Espace culturel

La chambre, le salon et le couloir... Chang Hwei-Lan, Joan Pomero et Wang Tzu-Yun ont reconverti La Centrale en espace d'habitation. Cette installation est le résultat du «choc des différences» culturelles vécu par ces artistes qui ont toutes trois dû quitter leurs pays respectifs (la France et Tawan).

L'exposition se situe dans l'optique d'un discours identitaire. Pour Joan Pomero, il s'agit de «devenir étranger, d'abord dans la nouvelle culture puis, immanquablement, dans la sienne propre». La culture «autre» crée un recul, permet de mieux nous comprendre. Ces pièces de l'habitation symbolique représentent aussi bien l'espace ouvert des échanges qu'un espace fermé de non-communication, de repli sur soi.

Le «couloir» est évoqué par l'installation de Chang Hwei-Lan. Une multitude de babioles colorées, mangas ou jouets typiquement asiatiques, tapissent les murs. Le visiteur peut en prendre, mais seulement en échange d'un autre objet ou bien d'un message. L'oeuvre se modifie ainsi sans cesse au cours de l'exposition, perdant graduellement son apparence «taïwanaise».

Le salon, pièce plus stable, «lieu du langage éduqué», évoque les codes et traditions qui régissent la société. Dans Hygienic Body, Hygienic Mind de Joan Pomero, le savon est utilisé comme métaphore qui remet en question les attitudes culturelles propres aux rapports de politesse.

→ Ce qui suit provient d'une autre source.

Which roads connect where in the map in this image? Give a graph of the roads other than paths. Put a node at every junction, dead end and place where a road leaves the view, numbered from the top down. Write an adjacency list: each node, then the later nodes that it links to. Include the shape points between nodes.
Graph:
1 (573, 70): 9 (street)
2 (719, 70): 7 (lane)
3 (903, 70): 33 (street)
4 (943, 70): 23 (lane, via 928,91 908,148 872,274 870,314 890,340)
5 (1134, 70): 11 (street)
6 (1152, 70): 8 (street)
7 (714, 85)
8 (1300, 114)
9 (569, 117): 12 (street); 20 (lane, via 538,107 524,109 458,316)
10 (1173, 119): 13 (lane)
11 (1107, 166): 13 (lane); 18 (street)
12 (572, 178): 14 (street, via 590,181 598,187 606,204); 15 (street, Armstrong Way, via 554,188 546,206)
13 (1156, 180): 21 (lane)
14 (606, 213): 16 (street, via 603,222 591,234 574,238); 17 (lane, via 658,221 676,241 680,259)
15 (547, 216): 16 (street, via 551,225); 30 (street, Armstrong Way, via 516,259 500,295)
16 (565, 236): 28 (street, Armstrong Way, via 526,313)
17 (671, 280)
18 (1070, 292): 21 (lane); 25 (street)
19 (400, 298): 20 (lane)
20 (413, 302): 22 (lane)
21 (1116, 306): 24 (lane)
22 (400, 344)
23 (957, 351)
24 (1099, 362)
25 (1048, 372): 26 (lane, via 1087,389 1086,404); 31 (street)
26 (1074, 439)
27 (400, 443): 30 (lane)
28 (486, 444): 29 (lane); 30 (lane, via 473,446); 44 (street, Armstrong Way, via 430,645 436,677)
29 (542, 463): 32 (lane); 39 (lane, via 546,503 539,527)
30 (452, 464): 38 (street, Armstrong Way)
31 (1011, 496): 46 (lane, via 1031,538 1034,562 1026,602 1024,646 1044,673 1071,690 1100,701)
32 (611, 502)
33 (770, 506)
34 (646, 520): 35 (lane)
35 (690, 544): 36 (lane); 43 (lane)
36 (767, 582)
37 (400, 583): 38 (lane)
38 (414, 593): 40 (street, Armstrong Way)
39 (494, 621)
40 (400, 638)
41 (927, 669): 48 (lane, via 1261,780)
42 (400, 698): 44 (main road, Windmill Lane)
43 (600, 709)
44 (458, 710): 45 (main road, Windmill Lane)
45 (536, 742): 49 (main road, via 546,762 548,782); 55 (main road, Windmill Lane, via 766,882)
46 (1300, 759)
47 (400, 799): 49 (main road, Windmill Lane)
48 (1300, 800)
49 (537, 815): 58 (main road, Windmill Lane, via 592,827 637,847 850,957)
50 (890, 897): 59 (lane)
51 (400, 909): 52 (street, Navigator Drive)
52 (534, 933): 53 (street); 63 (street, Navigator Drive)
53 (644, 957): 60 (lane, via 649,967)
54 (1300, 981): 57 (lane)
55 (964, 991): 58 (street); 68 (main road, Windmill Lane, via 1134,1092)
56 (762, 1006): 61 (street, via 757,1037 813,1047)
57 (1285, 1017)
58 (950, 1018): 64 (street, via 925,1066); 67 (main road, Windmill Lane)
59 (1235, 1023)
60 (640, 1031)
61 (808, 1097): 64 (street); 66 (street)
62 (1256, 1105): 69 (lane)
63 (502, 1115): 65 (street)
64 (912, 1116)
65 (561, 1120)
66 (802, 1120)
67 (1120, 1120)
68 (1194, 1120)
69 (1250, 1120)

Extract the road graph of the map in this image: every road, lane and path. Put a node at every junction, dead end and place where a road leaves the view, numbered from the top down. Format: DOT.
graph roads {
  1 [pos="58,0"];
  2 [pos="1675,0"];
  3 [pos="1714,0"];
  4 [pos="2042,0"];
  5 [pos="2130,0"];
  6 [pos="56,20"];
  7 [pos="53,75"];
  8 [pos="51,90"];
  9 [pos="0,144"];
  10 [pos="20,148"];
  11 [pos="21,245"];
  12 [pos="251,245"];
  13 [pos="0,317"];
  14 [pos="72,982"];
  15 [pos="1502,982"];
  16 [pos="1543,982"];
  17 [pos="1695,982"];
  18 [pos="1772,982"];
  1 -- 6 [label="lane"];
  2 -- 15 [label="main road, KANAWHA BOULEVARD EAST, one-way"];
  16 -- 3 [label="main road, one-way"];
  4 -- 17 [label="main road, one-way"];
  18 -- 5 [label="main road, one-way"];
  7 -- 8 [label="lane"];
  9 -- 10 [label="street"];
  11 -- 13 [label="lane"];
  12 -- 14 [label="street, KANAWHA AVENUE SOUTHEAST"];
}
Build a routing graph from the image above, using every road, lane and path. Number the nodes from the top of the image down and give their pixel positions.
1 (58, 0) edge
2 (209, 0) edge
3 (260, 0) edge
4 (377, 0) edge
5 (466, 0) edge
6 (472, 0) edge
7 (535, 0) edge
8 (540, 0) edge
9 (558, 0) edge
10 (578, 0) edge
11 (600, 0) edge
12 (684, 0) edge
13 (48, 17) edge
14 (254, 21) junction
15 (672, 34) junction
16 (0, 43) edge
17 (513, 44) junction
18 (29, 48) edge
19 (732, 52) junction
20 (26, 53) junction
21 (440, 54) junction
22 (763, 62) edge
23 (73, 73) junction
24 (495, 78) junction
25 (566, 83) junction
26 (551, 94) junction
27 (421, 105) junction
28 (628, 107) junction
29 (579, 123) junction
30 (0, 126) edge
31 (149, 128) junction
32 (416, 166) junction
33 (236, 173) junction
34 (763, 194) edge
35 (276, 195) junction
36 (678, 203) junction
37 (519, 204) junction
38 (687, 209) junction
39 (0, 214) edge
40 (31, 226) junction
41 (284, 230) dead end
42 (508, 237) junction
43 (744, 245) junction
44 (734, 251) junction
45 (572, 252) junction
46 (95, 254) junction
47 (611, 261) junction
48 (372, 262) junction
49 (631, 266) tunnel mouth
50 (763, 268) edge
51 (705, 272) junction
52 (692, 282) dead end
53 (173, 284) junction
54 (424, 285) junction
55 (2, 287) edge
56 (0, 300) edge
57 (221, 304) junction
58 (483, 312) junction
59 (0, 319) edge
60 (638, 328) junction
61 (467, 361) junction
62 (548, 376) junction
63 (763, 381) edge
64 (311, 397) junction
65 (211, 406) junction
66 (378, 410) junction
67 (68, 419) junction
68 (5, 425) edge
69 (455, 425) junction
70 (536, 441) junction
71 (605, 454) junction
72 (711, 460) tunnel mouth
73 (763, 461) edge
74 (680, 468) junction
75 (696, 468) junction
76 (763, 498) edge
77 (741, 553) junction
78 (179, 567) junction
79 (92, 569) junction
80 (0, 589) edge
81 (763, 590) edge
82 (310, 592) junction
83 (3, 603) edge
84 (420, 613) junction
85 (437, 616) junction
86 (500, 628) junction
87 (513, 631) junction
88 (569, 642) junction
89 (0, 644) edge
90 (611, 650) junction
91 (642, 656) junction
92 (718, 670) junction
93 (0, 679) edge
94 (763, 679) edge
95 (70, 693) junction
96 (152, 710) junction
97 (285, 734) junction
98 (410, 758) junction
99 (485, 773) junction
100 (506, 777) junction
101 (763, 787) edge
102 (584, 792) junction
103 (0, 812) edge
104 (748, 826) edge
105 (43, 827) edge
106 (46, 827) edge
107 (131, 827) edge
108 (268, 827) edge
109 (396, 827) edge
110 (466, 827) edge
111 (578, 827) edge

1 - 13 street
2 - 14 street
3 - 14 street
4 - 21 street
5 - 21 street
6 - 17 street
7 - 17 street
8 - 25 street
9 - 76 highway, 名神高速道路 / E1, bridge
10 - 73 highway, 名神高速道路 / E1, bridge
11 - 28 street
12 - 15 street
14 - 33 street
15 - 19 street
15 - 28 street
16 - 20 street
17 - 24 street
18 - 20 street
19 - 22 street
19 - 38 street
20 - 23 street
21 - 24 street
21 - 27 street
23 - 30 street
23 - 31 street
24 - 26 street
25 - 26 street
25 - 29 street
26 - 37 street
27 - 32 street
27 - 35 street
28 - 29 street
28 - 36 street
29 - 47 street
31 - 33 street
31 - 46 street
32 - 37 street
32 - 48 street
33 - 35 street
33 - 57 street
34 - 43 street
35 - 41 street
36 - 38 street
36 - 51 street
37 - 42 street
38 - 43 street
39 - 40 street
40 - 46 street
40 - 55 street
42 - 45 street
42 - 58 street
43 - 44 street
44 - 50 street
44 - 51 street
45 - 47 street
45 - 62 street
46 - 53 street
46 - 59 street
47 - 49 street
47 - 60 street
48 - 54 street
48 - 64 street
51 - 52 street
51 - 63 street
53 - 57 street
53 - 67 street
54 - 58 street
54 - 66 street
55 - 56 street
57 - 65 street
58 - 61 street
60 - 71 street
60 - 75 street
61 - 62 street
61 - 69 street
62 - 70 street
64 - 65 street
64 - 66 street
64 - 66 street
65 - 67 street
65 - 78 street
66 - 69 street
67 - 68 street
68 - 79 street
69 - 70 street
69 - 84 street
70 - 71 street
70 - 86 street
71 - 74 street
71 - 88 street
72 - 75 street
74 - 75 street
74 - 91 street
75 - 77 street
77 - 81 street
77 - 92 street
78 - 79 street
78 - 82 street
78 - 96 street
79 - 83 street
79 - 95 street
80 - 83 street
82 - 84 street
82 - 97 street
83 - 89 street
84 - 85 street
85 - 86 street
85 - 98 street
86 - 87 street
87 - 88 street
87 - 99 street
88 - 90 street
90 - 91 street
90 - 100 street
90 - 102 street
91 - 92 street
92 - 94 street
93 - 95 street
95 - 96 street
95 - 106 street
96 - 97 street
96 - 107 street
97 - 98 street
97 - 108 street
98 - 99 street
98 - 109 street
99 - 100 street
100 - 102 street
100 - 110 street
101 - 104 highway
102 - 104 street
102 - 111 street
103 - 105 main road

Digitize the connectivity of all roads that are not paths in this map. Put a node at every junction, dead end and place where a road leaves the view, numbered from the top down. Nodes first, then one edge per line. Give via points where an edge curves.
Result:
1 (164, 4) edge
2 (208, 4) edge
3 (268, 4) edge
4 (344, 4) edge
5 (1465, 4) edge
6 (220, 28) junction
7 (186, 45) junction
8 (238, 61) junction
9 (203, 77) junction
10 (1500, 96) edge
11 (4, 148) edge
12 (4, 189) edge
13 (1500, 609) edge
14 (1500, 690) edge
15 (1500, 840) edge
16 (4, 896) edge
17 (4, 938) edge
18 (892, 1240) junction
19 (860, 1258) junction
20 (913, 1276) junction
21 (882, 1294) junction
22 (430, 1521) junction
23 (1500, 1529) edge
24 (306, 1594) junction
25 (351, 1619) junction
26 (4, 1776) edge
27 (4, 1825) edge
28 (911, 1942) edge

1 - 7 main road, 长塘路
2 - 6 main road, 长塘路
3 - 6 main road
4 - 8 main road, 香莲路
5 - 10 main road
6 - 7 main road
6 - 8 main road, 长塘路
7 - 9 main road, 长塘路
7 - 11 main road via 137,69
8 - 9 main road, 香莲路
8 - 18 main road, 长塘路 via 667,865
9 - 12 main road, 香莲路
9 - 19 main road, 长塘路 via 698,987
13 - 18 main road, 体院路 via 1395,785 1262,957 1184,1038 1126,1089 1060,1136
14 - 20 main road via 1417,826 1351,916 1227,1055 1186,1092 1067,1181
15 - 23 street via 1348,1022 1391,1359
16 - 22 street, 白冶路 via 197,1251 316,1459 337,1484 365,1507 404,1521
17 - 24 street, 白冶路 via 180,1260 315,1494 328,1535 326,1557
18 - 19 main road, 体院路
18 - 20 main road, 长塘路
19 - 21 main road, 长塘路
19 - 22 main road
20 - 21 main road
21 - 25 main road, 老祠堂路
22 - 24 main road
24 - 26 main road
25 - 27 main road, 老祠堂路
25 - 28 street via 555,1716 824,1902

Le lit rouge de Chang Hwei-Lan est l'oeuvre la plus saisissante. Elle représente la chambre, lieu de nostalgie et de mémoire. Des robes de mariage, pendues par des fils au plafond, ressemblent à des marionnettes. Le rouge, symbole traditionnel de la joie, prend ici un aspect étouffant. Représentant aussi bien traditions que craintes et fantasmes, cette oeuvre a une dimension plus personnelle. Conviés à nous allonger sur un tapis, en dessous des robes, l'effet change. La lumière diffusée par le tissu rouge devient plus réconfortante.

La réflexion sur l'identité proposée dans ces installations ne verse pas dans l'exotisme. Ce regard venu d'ailleurs permet plutôt de mieux saisir notre propre relation à nos espaces d'habitation. Pour ces artistes, exposer à Montréal fait revivre un «sentiment d'étrange familiarité avec un pays inconnu». Un échange qui va finalement dans les deux sens...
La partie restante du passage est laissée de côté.